Directions:
Reply only with how many lines below contain "highway".

-- Dataset entries follows --

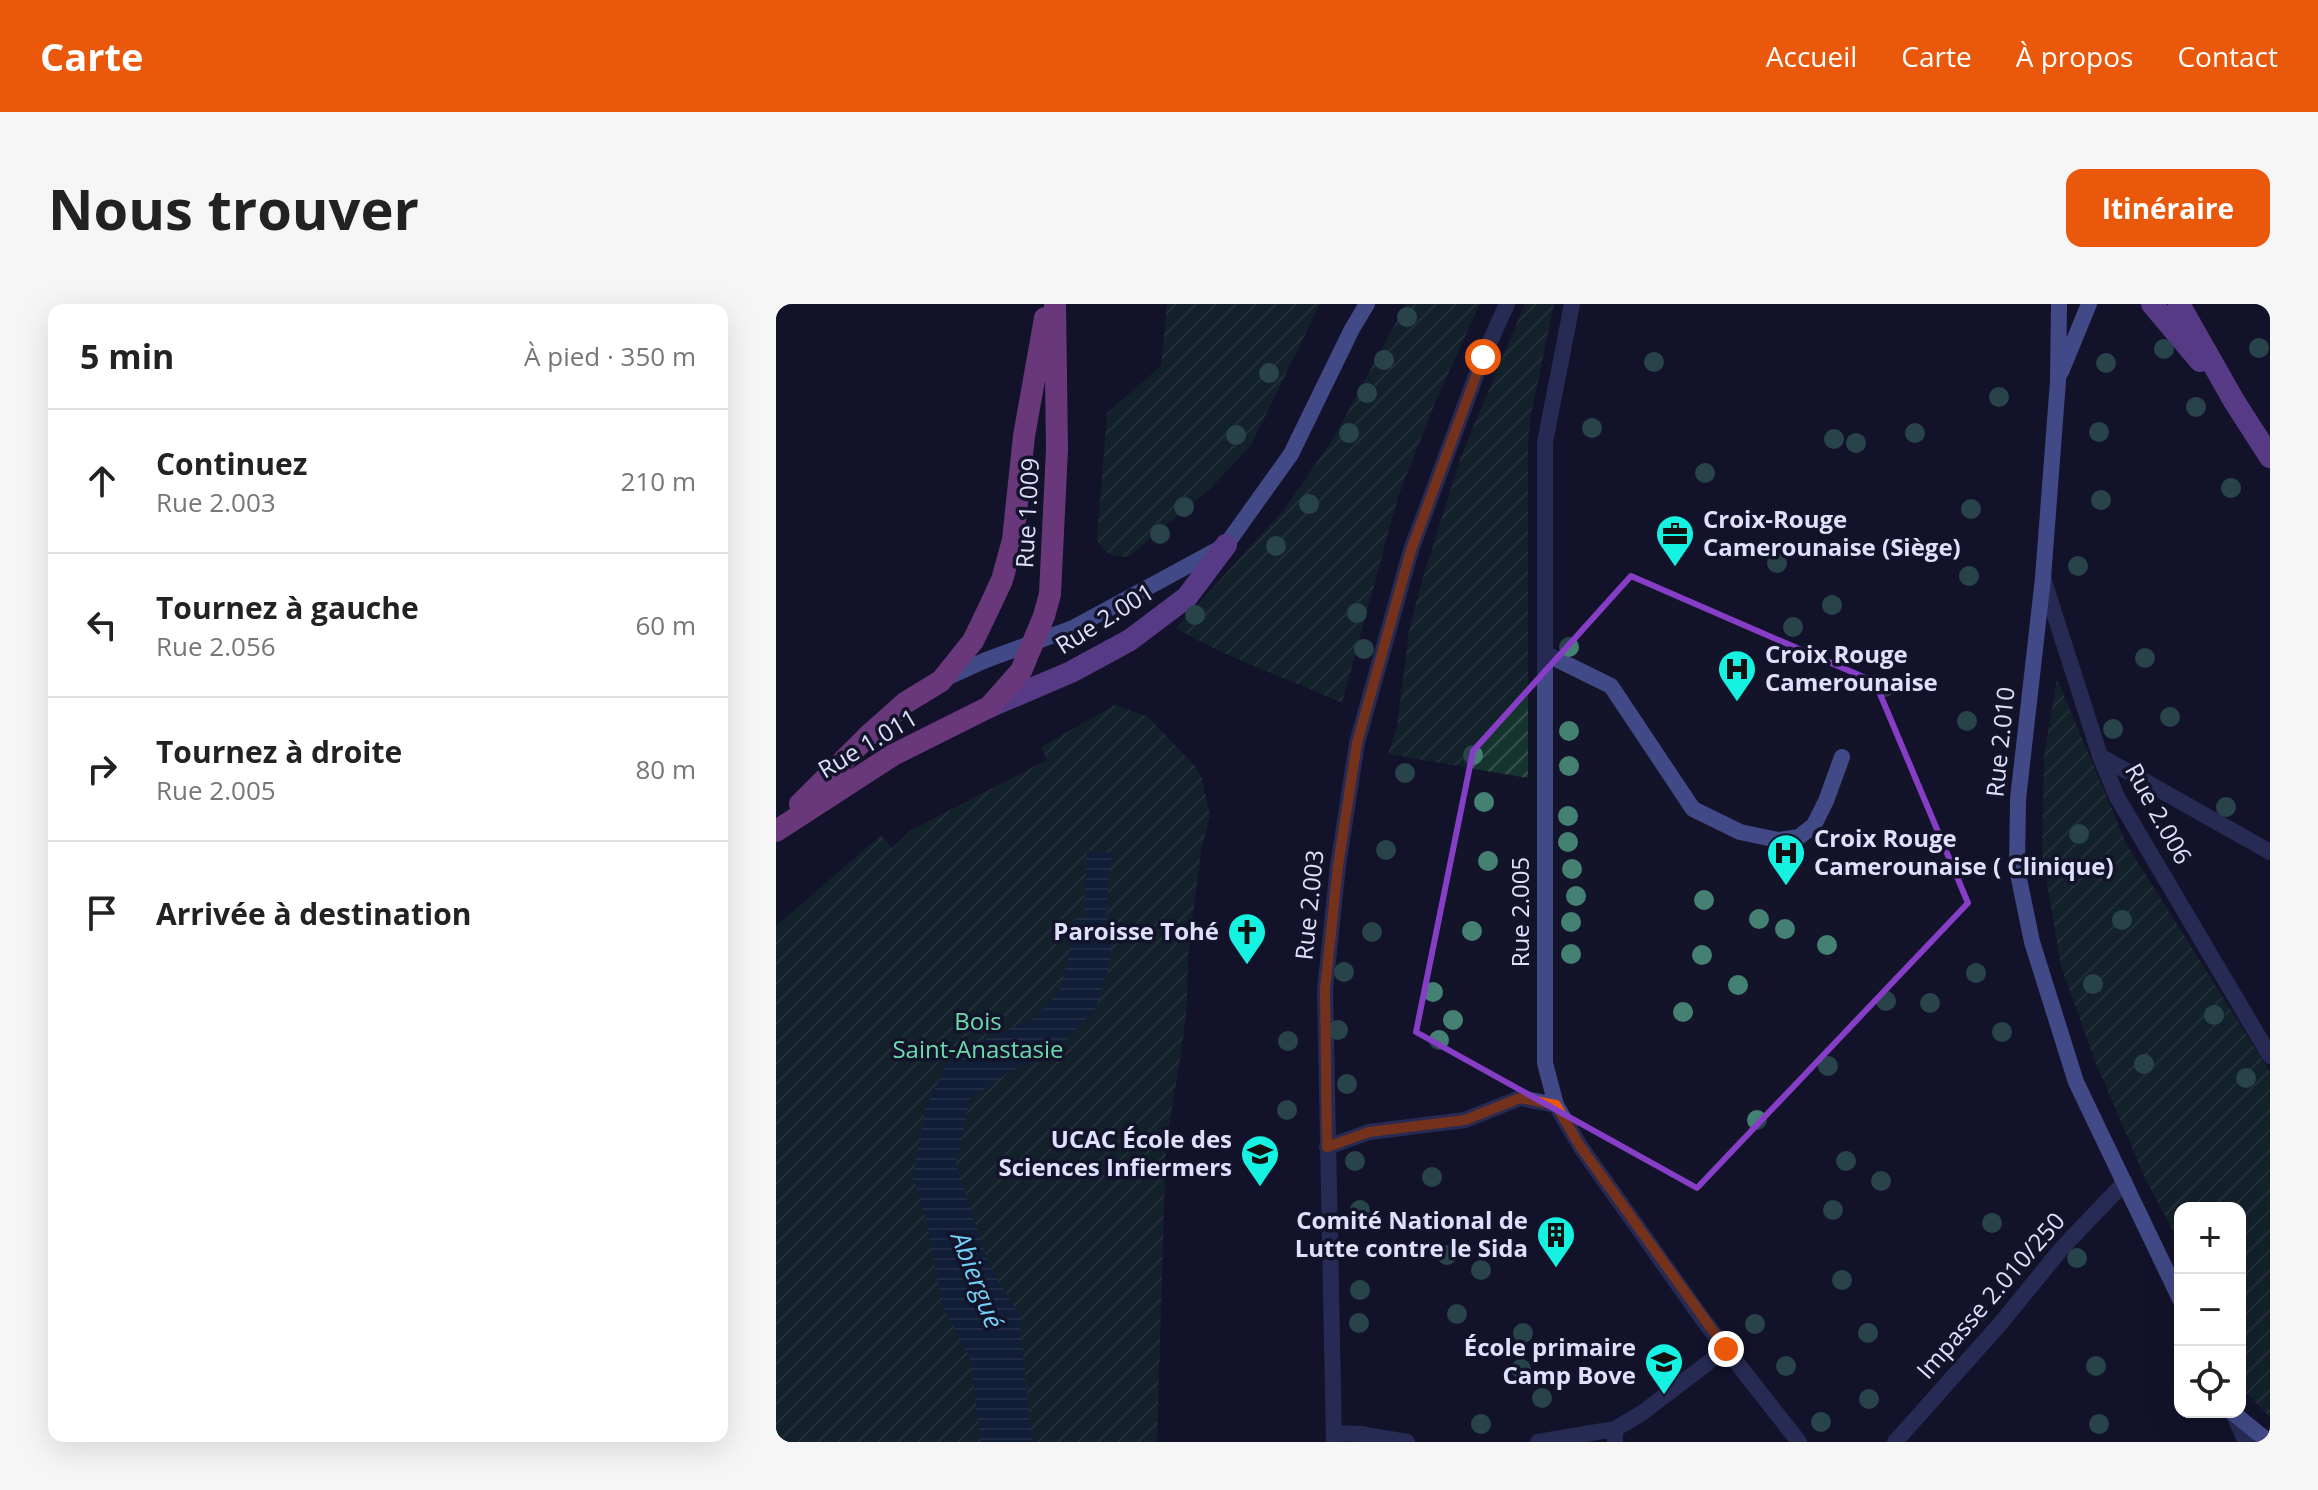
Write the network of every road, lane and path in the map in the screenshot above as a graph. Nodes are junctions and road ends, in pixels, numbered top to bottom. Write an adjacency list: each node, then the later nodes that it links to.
1 (1047, 304): 17 (highway, Rue 1.011)
2 (1055, 304): 15 (highway, Rue 1.009)
3 (1367, 304): 13 (main road)
4 (1507, 304): 25 (street, Rue 2.003)
5 (1572, 304): 16 (street, Rue 2.005)
6 (2059, 304): 10 (main road, Rue 2.010)
7 (2089, 304): 10 (main road)
8 (2152, 304): 11 (main road)
9 (2179, 304): 11 (main road)
10 (2058, 381): 14 (main road, Rue 2.010)
11 (2234, 401): 12 (main road)
12 (2270, 457)
13 (1226, 545): 15 (main road); 18 (main road, Rue 2.001)
14 (2043, 578): 19 (street, Rue 2.006); 26 (main road, Rue 2.010)
15 (1032, 644): 17 (main road); 18 (highway, Rue 1.009)
16 (1546, 654): 20 (street); 24 (street, Rue 2.005)
17 (941, 681): 21 (highway, Rue 1.011)
18 (989, 707): 21 (highway, Rue 1.011)
19 (2100, 756): 22 (street); 23 (street, Rue 2.006)
20 (1842, 757)
21 (776, 830)
22 (2270, 852)
23 (2270, 1056)
24 (1556, 1105): 25 (street); 28 (street, Rue 2.005)
25 (1327, 1147): 32 (street, Rue 2.003)
26 (2125, 1182): 27 (main road, Rue 2.010); 36 (street, Impasse 2.010/250)
27 (2174, 1286)
28 (1726, 1349): 31 (street); 35 (street, Rue 2.005)
29 (2235, 1418): 37 (street)
30 (2239, 1418): 38 (main road)
31 (1615, 1436): 34 (street)
32 (1334, 1438): 33 (street)
33 (1407, 1442)
34 (1538, 1442)
35 (1799, 1442)
36 (1895, 1442)
37 (2246, 1442)
38 (2269, 1442)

-- Dataset entries concluded --

Reply:
5